===== DATA TO EXAMINE

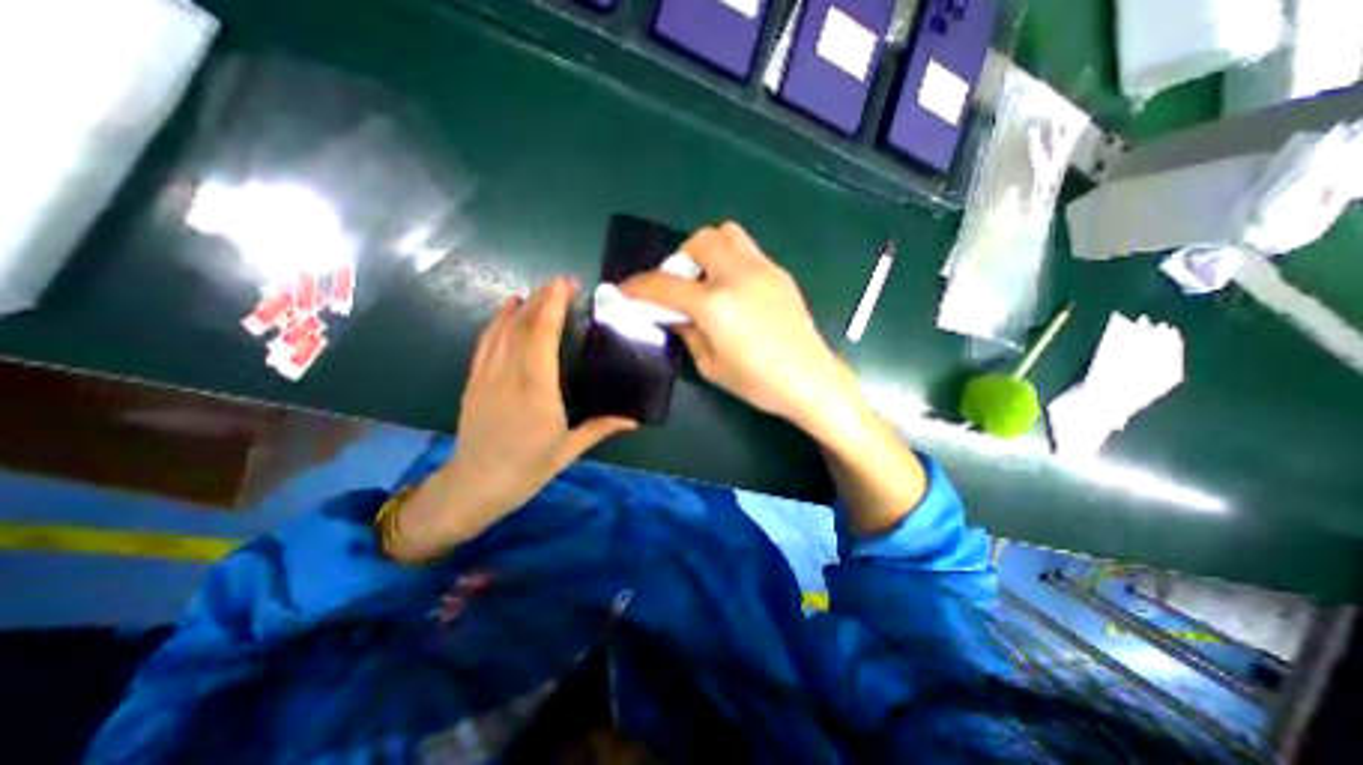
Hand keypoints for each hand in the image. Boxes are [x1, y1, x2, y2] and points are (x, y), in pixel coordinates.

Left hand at [388, 278, 633, 557]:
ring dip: (522, 306)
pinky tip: (507, 308)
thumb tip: (634, 420)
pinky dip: (497, 321)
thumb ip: (601, 428)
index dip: (552, 306)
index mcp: (537, 390)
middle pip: (523, 326)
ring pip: (504, 329)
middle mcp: (510, 375)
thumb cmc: (528, 468)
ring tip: (540, 290)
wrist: (475, 485)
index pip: (542, 336)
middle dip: (542, 298)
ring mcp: (488, 375)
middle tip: (562, 282)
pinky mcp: (475, 380)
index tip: (565, 285)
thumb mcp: (569, 450)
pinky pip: (486, 342)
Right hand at [625, 220, 924, 531]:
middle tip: (679, 285)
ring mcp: (762, 268)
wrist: (809, 379)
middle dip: (679, 259)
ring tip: (707, 278)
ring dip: (706, 249)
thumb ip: (687, 332)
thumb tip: (674, 314)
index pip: (664, 285)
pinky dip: (729, 258)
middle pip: (698, 241)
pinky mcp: (779, 272)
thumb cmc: (757, 382)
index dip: (638, 287)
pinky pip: (747, 248)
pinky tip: (733, 287)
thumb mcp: (710, 365)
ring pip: (726, 233)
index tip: (625, 290)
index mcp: (715, 305)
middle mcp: (737, 275)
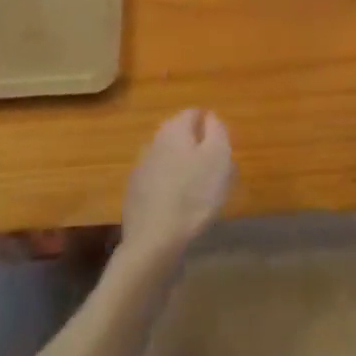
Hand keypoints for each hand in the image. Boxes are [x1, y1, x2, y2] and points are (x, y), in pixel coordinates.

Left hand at [119, 109, 233, 267]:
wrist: (154, 242)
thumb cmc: (194, 194)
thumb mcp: (218, 156)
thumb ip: (217, 130)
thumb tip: (210, 118)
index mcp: (173, 128)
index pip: (194, 113)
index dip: (211, 128)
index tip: (221, 150)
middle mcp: (153, 142)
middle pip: (180, 137)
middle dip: (197, 149)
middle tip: (214, 173)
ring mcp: (139, 169)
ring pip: (168, 160)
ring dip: (182, 170)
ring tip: (198, 194)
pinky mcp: (133, 195)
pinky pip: (157, 184)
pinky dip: (168, 190)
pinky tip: (178, 209)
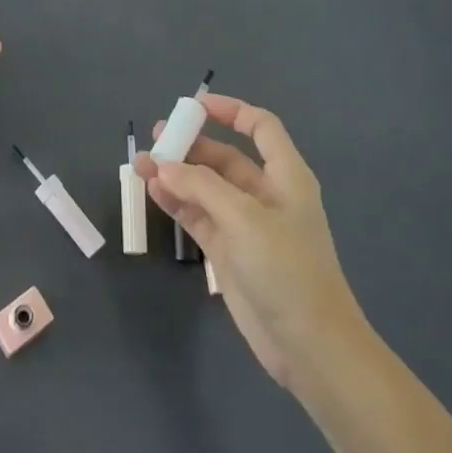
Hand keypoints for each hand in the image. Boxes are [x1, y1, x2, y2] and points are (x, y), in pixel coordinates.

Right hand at [137, 94, 363, 388]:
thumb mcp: (244, 219)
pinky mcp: (229, 252)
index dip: (231, 111)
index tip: (195, 105)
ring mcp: (245, 224)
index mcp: (285, 176)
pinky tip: (153, 191)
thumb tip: (163, 165)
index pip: (260, 127)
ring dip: (176, 174)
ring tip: (141, 164)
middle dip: (191, 145)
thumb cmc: (287, 269)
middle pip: (225, 156)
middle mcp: (265, 194)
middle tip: (157, 137)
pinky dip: (177, 202)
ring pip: (205, 187)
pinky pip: (198, 215)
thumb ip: (201, 187)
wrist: (310, 347)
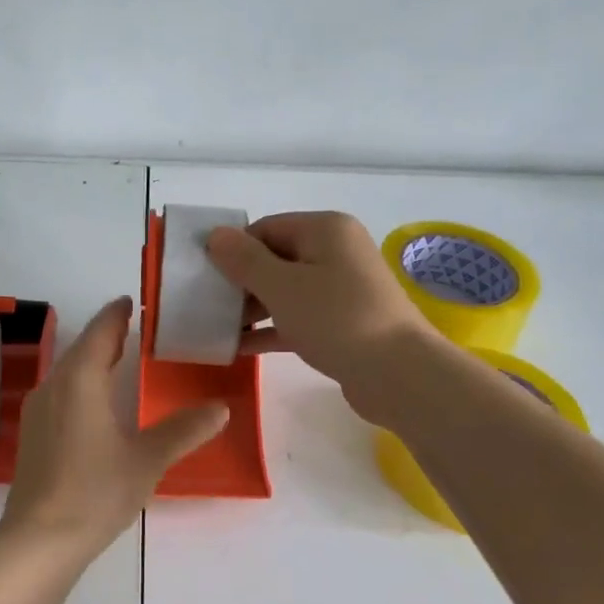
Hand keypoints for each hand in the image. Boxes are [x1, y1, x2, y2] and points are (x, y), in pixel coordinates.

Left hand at [0, 297, 228, 555]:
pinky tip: (96, 403)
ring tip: (121, 360)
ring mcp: (38, 410)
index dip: (118, 314)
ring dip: (93, 360)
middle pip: (82, 348)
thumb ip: (184, 430)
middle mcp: (54, 385)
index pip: (101, 331)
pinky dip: (81, 383)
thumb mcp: (147, 459)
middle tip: (139, 329)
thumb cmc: (95, 491)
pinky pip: (60, 392)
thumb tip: (221, 408)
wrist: (39, 540)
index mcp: (80, 380)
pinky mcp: (33, 434)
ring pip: (68, 371)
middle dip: (107, 335)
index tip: (135, 301)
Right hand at [207, 212, 436, 421]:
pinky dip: (272, 329)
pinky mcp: (343, 323)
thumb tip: (215, 234)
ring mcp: (342, 289)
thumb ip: (244, 260)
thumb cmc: (336, 319)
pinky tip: (240, 348)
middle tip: (207, 306)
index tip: (204, 278)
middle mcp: (336, 252)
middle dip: (240, 283)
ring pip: (285, 291)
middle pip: (275, 259)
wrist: (398, 374)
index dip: (234, 251)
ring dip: (252, 309)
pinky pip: (298, 318)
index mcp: (325, 230)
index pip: (265, 229)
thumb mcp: (281, 286)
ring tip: (218, 329)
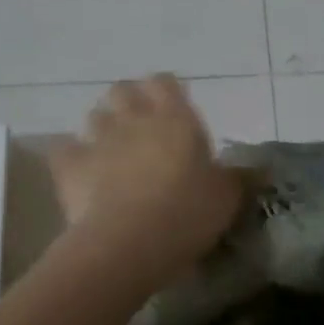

==========

# ABOUT THIS TASK
Without any of the pictures, reproduce the listing above exactly.

# TASK OUTPUT
Hand keypoints for each hand in the image. Boxes are [x1, y1, x2, y2] and points are (x, y), in pixel coordinates.

Left hand at [388, 278, 633, 557]:
ring dip: (522, 306)
pinky tip: (507, 308)
thumb tip: (634, 420)
pinky dip: (497, 321)
thumb ip: (601, 428)
index dip: (552, 306)
index mcp: (537, 390)
middle pip: (523, 326)
ring pip: (504, 329)
middle mcp: (510, 375)
thumb cmc: (528, 468)
ring tip: (540, 290)
wrist: (475, 485)
index pip: (542, 336)
middle dip: (542, 298)
ring mcp: (488, 375)
middle tip: (562, 282)
pinky mcp: (475, 380)
index tip: (565, 285)
thumb mcp: (569, 450)
pinky pip: (486, 342)
Right hand at [625, 220, 924, 531]:
middle tip: (679, 285)
ring mcp: (762, 268)
wrist: (809, 379)
middle dip: (679, 259)
ring tip: (707, 278)
ring dip: (706, 249)
thumb ip: (687, 332)
thumb tip: (674, 314)
index pip: (664, 285)
pinky dip: (729, 258)
middle pip: (698, 241)
pinky mcp: (779, 272)
thumb cmc: (757, 382)
index dip: (638, 287)
pinky pip: (747, 248)
pinky tip: (733, 287)
thumb mcp: (710, 365)
ring pip: (726, 233)
index tip: (625, 290)
index mcp: (715, 305)
middle mcp: (737, 275)
Hand keypoints for each hand in the image. Boxes are [x1, y1, x2, y2] and points are (x, y), in pixel coordinates.

Left hand at [119, 109, 233, 267]:
wrist: (154, 242)
thumb cmc: (194, 194)
thumb mcp: (218, 156)
thumb ip: (217, 130)
thumb tip: (210, 118)
index mcp: (173, 128)
index pip: (194, 113)
index dip: (211, 128)
index tip: (221, 150)
middle mcp: (153, 142)
middle pip: (180, 137)
middle dip: (197, 149)
middle tip: (214, 173)
ring mcp: (139, 169)
ring pip: (168, 160)
ring dip: (182, 170)
ring tip: (198, 194)
pinky mcp: (133, 195)
pinky pip: (157, 184)
pinky dip: (168, 190)
pinky tip: (178, 209)
Hand keypoints for each hand in the image. Boxes are [x1, y1, x2, y2] and points are (x, y), in pixel coordinates.

Right hand at [137, 94, 363, 388]:
thumb mcp: (244, 219)
pinky mcp: (229, 252)
index dip: (231, 111)
index tip: (195, 105)
ring mcp: (245, 224)
index mcp: (285, 176)
pinky tip: (153, 191)
thumb tip: (163, 165)
index pip: (260, 127)
ring dip: (176, 174)
ring tip: (141, 164)
middle dip: (191, 145)
thumb cmc: (287, 269)
middle pip: (225, 156)
middle mcp: (265, 194)
middle tip: (157, 137)
pinky dip: (177, 202)
ring pip: (205, 187)
pinky pip: (198, 215)
thumb ip: (201, 187)
wrist: (310, 347)
Hand keypoints for each hand in the image. Boxes are [x1, y1, x2, y2] and points are (x, y), in pixel coordinates.

Left hand at [0, 297, 228, 555]:
pinky tip: (96, 403)
ring tip: (121, 360)
ring mcp: (38, 410)
index dip: (118, 314)
ring dip: (93, 360)
middle pip: (82, 348)
thumb ip: (184, 430)
middle mcp: (54, 385)
index pip: (101, 331)
pinky dip: (81, 383)
thumb mcp: (147, 459)
middle tip: (139, 329)
thumb cmc: (95, 491)
pinky pip: (60, 392)
thumb tip: (221, 408)
wrist: (39, 540)
index mcp: (80, 380)
pinky mcp: (33, 434)
ring pip: (68, 371)
middle dip: (107, 335)
index tip: (135, 301)
Right hand at [207, 212, 436, 421]:
pinky dip: (272, 329)
pinky mcp: (343, 323)
thumb tip: (215, 234)
ring mcp: (342, 289)
thumb ip: (244, 260)
thumb cmc: (336, 319)
pinky tip: (240, 348)
middle tip: (207, 306)
index tip: (204, 278)
middle mcp: (336, 252)
middle dip: (240, 283)
ring pip: (285, 291)
middle pip: (275, 259)
wrist: (398, 374)
index dip: (234, 251)
ring dip: (252, 309)
pinky pip: (298, 318)
index mcp: (325, 230)
index pip: (265, 229)
thumb mcp: (281, 286)
ring tip: (218, 329)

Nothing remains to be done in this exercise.